El proyecto de ley para habilitar a las telefónicas a brindar televisión satelital no logró dictamen en el Senado y el ministro de Modernización, Andrés Ibarra, empezó a gestionar un consenso con el bloque Justicialista con la esperanza de lograrlo en una semana.

Los dirigidos por Pichetto pidieron ese plazo, este jueves empezarán a negociar un texto propio con mayores restricciones a las telefónicas.

Algunos referentes del peronismo temen que Macri se canse y firme un DNU, porque los borradores que circularon tienen diferencias cruciales y no será sencillo llegar a un texto común.

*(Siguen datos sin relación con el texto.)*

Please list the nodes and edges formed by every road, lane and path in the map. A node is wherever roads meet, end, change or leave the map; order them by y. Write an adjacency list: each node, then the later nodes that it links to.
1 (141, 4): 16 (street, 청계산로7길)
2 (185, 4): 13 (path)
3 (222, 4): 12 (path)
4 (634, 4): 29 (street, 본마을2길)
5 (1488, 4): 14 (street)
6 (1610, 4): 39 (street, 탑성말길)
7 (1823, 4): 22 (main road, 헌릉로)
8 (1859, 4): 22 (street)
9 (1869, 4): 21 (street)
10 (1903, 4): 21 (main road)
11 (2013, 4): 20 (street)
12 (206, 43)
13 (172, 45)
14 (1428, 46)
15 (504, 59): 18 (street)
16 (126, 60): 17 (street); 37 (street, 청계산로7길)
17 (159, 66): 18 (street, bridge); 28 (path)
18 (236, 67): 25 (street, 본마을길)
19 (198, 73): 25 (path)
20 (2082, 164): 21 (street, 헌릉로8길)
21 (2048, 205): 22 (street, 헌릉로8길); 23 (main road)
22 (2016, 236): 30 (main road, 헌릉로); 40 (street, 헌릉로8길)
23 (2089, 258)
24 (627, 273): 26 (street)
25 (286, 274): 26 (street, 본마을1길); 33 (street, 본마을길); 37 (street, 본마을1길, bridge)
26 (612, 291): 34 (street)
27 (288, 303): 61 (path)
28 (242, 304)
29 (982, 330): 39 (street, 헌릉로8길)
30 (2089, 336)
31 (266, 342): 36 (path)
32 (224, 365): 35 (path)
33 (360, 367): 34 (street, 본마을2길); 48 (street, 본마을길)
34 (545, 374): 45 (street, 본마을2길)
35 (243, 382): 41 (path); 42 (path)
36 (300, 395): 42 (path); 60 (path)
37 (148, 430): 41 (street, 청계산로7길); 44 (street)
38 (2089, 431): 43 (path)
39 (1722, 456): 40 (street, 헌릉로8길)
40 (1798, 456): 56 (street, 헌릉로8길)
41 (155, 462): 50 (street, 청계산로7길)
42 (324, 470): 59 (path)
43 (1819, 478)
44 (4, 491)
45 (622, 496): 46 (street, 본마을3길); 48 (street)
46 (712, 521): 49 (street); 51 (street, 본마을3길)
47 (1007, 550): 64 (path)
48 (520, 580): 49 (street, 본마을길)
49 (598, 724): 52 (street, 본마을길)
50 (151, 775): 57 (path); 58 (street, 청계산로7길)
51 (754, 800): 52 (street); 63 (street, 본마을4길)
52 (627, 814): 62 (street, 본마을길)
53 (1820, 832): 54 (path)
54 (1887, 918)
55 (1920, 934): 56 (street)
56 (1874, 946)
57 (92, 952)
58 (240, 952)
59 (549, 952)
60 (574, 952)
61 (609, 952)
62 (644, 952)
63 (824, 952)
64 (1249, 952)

Pero por ahora no quieren ceder.

La postura de ese grupo la lidera el chubutense Alfredo Luenzo, presidente de la Comisión de Sistemas, Medios de Comunicación y Libertad de Expresión, que esta mañana debatió por última vez el proyecto con la exposición de representantes de Telefónica, los más interesados en tener la ley cuanto antes.

“Nos parece un proyecto positivo porque permite mayor competencia y protege a los pequeños operadores”, sostuvo en la Comisión Alejandro Lastra, referente de la compañía española y defendió a grandes rasgos los polémicos artículos que obligan a compartir infraestructura pasiva a los concesionarias de tecnologías de información y comunicación (Tic) y a los prestatarios de servicios públicos.

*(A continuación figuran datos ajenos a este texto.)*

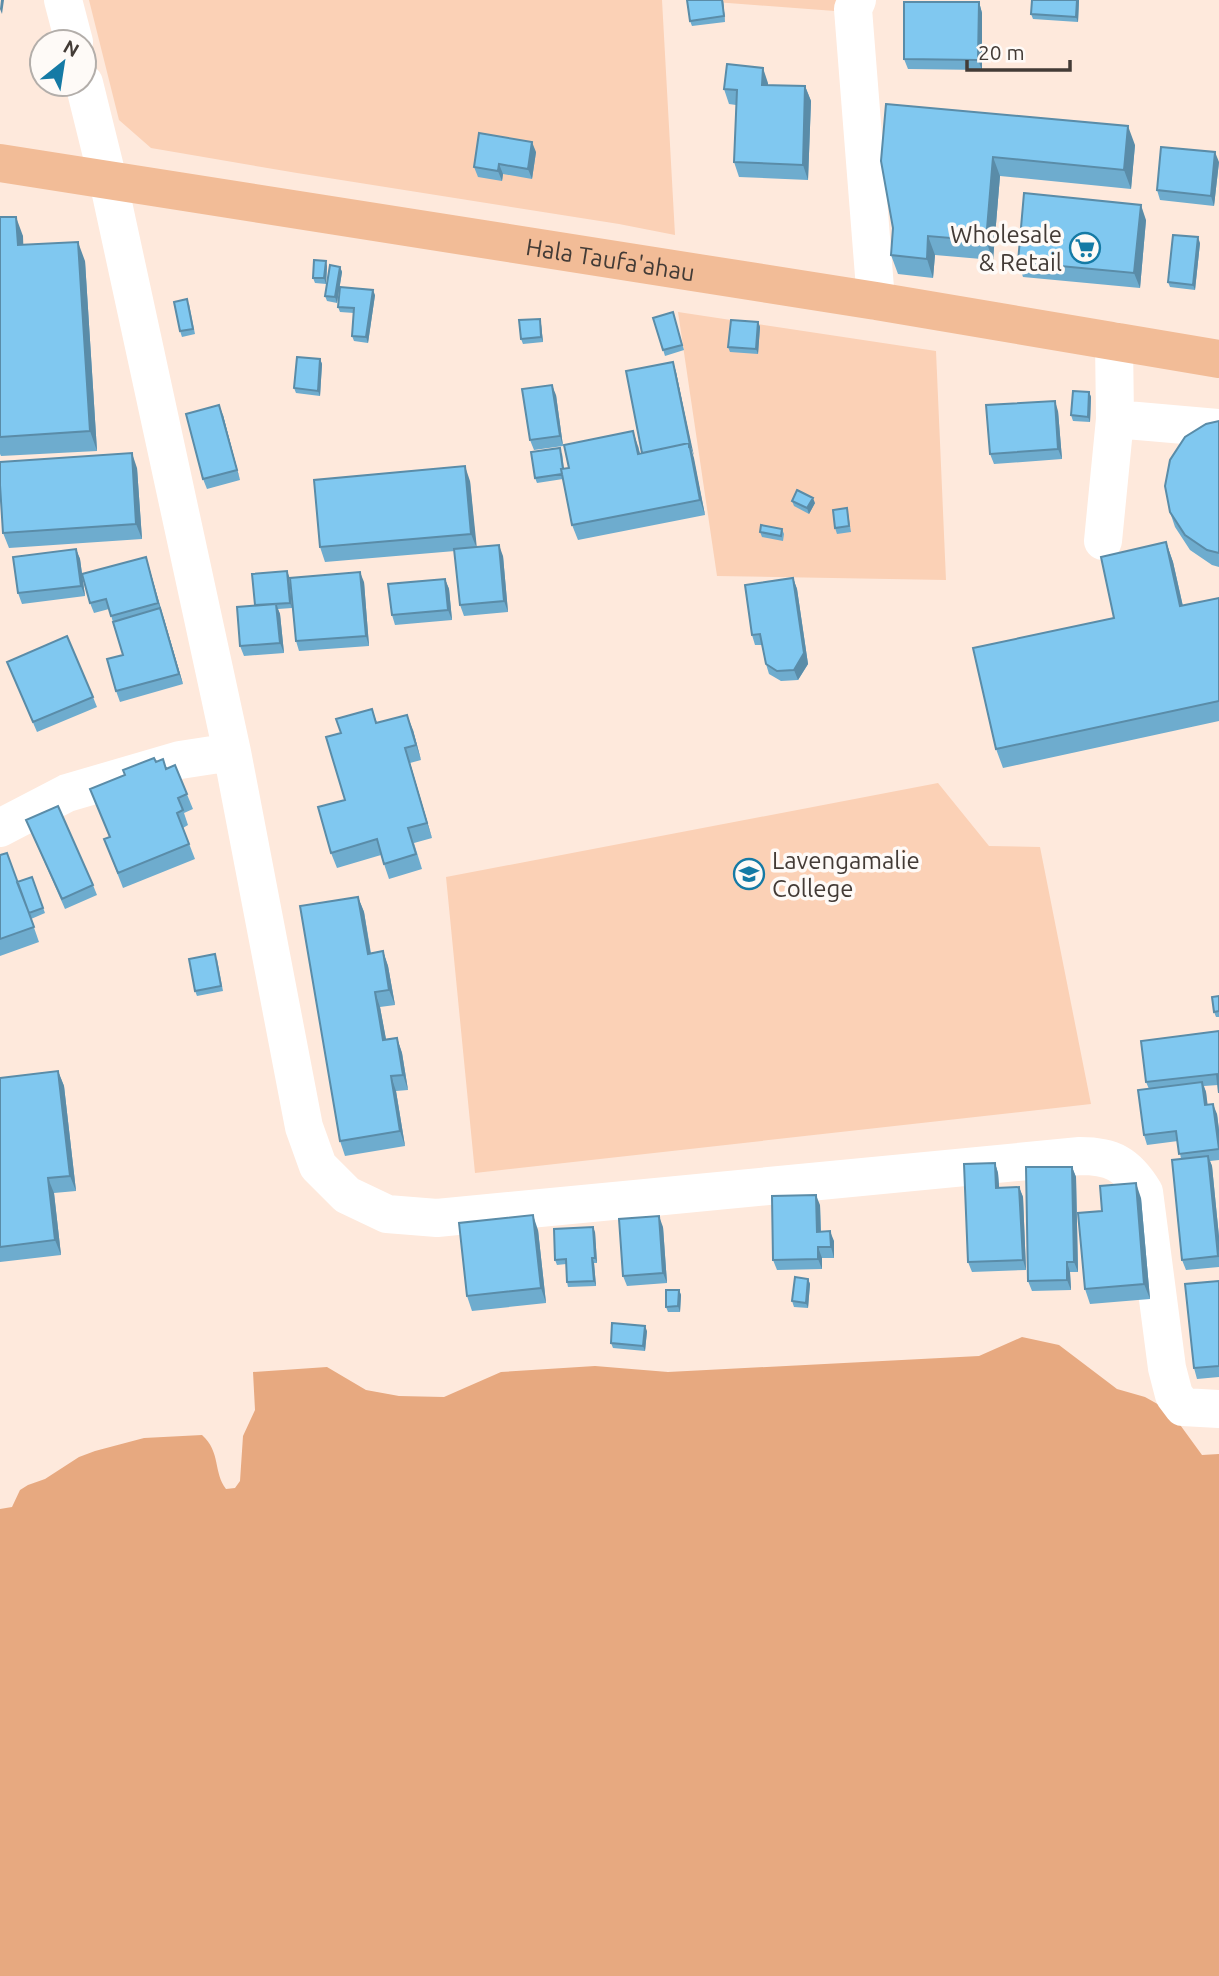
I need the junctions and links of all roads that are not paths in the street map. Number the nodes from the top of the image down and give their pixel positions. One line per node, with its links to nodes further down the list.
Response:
1 (63, 0): 3 (street)
2 (857, 0): 7 (street)
3 (70, 28)
4 (88, 98): 6 (street)
5 (0, 163): 6 (main road, Hala Taufa'ahau)
6 (108, 180): 7 (main road, Hala Taufa'ahau); 13 (street)
7 (876, 301): 8 (main road, Hala Taufa'ahau)
8 (1114, 341): 9 (main road, Hala Taufa'ahau); 10 (street)
9 (1219, 359)
10 (1115, 419): 11 (street); 12 (street)
11 (1219, 428)
12 (1103, 541)
13 (232, 752): 14 (street); 15 (street)
14 (0, 828)
15 (1219, 1409)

Macri pidió emitir dictamen a la ley corta de telecomunicaciones, pero el peronismo exigió una semana de plazo y exige muchos cambios. Ibarra empezará a buscar acuerdos mañanas y en el Congreso temen que haya un DNU.
“La competencia de infraestructura es muy importante. Da la posibilidad de disponer de más espectro para el sector. Los datos crecen de manera exponencial y la necesidad de mayor espectro es fundamental”, señaló Lastra.

Lo contraatacó Juan Zuccoli, representante de Telecentro, molesto por la falta de inversión en fibra óptica de las telefónicas y porque la Enacom no le permite operar con telefonía móvil.

“Esta ley va a habilitar a quiénes no han invertido, a las empresas de telefonía móvil a brindar servicios de comunicación por suscripción. Hay tres empresas oligopólicas que tienen dividido el mercado y no quieren que entre nadie más”, se quejó.

“Yo tenía Telefónica, no funcionaba y lo cambié por Telecentro. Esa es la competencia”, respondió Pinedo. “Agradezco que tenga nuestro servicio, pero está subestimando el mercado”, lo corrigió Zuccoli.

Clarín y Telecom estaban invitados pero no enviaron representantes, conformes por haber garantizado una sobre protección entre las modificaciones propuestas por Cambiemos.

En ese borrador el Gobierno sostener la obligación de los licenciatarios TIC a ceder el”uso y ocupación” de su infraestructura pasiva a competidores, pero sólo si “no afecta la normal prestación del servicio que brindan a sus clientes”, según un reglamento escrito por el Ministerio de Modernización, o sea, Ibarra.

Luenzo y sus compañeros pampeanos Daniel Lovera y Norma Durango proponen que esa cesión de postes y ductos sea optativa y mediante convenios escritos. Y que las Pymes, los Estados Provinciales y/o Cooperativas puedan negarse sin consecuencias.

Telefónica y América Móvil (Claro) jamás lo aceptarán y tampoco quieren ser obligados a brindar contenidos locales en el interior profundo, donde con esta ley podrían acaparar con televisión vía satélite.

“Creo que hay que pensar en una regulación de contenidos como forma de regular la cultura pero no creo que se tenga que mezclar con el trasporte”, se defendió Lastra, pero no conformó a nadie.

“El peronismo del interior hace campaña con sus cableros y esta ley los fulmina. No lo van a permitir”, se resignaban en el Senado, ya preparados para duras cumbres de los próximos días.

Luenzo le reprochó a Pinedo no haber debatido una sola ley de convergencia, que regule transporte, contenido y hasta servicios de streaming, que este proyecto suma de forma sinuosa bajo al concepto de TV de suscripción.

Hay más temas por resolver, como la protección a las localidades con menos de 80 mil habitantes. Cambiemos acepta demorar dos o tres años la llegada de TV satelital a esas latitudes, pero el PJ dialoguista (nadie cuenta con el kirchnerismo) quiere congelar las ofertas de cuádruple play.

El otro botín son las frecuencias de Arsat que absorbe la Enacom. Los pampeanos exigen que sean cedidas a pequeñas empresas del interior. Se lo van a pedir a Ibarra.